(What you will do) What follows is data; output all of it exactly as given.

Segment Start: Data for the task

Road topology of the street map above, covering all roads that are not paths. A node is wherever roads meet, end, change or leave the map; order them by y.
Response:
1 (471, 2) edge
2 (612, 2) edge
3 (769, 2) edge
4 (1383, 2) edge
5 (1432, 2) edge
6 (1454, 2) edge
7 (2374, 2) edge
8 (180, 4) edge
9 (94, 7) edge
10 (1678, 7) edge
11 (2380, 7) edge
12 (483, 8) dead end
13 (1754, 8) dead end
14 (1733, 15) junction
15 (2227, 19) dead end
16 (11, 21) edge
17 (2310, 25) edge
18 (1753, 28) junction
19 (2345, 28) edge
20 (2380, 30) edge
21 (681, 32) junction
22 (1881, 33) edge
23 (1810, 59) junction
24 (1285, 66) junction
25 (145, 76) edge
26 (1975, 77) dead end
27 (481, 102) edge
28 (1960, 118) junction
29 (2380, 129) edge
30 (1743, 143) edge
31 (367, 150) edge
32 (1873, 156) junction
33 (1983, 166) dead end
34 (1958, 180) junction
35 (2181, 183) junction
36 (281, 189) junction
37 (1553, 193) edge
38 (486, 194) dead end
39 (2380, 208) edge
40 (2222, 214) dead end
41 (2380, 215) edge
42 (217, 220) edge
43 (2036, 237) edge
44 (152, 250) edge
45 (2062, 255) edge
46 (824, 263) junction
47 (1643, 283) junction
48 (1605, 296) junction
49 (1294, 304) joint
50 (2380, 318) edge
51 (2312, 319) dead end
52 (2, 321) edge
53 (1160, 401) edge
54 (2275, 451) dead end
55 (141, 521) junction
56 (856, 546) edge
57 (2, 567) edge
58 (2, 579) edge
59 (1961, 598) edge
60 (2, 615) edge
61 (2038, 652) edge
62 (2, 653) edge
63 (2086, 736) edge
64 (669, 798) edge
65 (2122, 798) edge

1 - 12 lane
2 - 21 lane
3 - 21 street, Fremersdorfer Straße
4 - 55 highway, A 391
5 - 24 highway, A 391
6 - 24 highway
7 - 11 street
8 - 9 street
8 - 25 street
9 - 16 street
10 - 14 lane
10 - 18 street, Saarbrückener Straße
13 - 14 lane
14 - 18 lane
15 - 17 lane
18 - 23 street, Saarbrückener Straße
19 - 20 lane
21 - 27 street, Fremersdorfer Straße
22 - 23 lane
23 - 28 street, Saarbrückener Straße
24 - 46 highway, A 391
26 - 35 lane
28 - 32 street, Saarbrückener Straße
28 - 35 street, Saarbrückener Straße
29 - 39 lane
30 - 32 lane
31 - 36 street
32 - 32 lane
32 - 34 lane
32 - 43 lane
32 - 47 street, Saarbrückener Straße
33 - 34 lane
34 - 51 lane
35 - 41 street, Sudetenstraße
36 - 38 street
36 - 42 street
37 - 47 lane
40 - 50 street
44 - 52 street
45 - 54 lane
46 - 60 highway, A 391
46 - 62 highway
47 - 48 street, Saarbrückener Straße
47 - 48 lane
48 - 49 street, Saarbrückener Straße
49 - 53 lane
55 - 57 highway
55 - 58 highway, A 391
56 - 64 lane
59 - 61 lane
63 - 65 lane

Segment End: Data for the task

(Result of this exercise)
Road topology of the street map above, covering all roads that are not paths. A node is wherever roads meet, end, change or leave the map; order them by y.
Response:
1 (471, 2) edge
2 (612, 2) edge
3 (769, 2) edge
4 (1383, 2) edge
5 (1432, 2) edge
6 (1454, 2) edge
7 (2374, 2) edge
8 (180, 4) edge
9 (94, 7) edge
10 (1678, 7) edge
11 (2380, 7) edge
12 (483, 8) dead end
13 (1754, 8) dead end
14 (1733, 15) junction
15 (2227, 19) dead end
16 (11, 21) edge
17 (2310, 25) edge
18 (1753, 28) junction
19 (2345, 28) edge
20 (2380, 30) edge
21 (681, 32) junction
22 (1881, 33) edge
23 (1810, 59) junction
24 (1285, 66) junction
25 (145, 76) edge
26 (1975, 77) dead end
27 (481, 102) edge
28 (1960, 118) junction
29 (2380, 129) edge
30 (1743, 143) edge
31 (367, 150) edge
32 (1873, 156) junction
33 (1983, 166) dead end
34 (1958, 180) junction
35 (2181, 183) junction
36 (281, 189) junction
37 (1553, 193) edge
38 (486, 194) dead end
39 (2380, 208) edge
40 (2222, 214) dead end
41 (2380, 215) edge
42 (217, 220) edge
43 (2036, 237) edge
44 (152, 250) edge
45 (2062, 255) edge
46 (824, 263) junction
47 (1643, 283) junction
48 (1605, 296) junction
49 (1294, 304) joint
50 (2380, 318) edge
51 (2312, 319) dead end
52 (2, 321) edge
53 (1160, 401) edge
54 (2275, 451) dead end
55 (141, 521) junction
56 (856, 546) edge
57 (2, 567) edge
58 (2, 579) edge
59 (1961, 598) edge
60 (2, 615) edge
61 (2038, 652) edge
62 (2, 653) edge
63 (2086, 736) edge
64 (669, 798) edge
65 (2122, 798) edge

1 - 12 lane
2 - 21 lane
3 - 21 street, Fremersdorfer Straße
4 - 55 highway, A 391
5 - 24 highway, A 391
6 - 24 highway
7 - 11 street
8 - 9 street
8 - 25 street
9 - 16 street
10 - 14 lane
10 - 18 street, Saarbrückener Straße
13 - 14 lane
14 - 18 lane
15 - 17 lane
18 - 23 street, Saarbrückener Straße
19 - 20 lane
21 - 27 street, Fremersdorfer Straße
22 - 23 lane
23 - 28 street, Saarbrückener Straße
24 - 46 highway, A 391
26 - 35 lane
28 - 32 street, Saarbrückener Straße
28 - 35 street, Saarbrückener Straße
29 - 39 lane
30 - 32 lane
31 - 36 street
32 - 32 lane
32 - 34 lane
32 - 43 lane
32 - 47 street, Saarbrückener Straße
33 - 34 lane
34 - 51 lane
35 - 41 street, Sudetenstraße
36 - 38 street
36 - 42 street
37 - 47 lane
40 - 50 street
44 - 52 street
45 - 54 lane
46 - 60 highway, A 391
46 - 62 highway
47 - 48 street, Saarbrückener Straße
47 - 48 lane
48 - 49 street, Saarbrückener Straße
49 - 53 lane
55 - 57 highway
55 - 58 highway, A 391
56 - 64 lane
59 - 61 lane
63 - 65 lane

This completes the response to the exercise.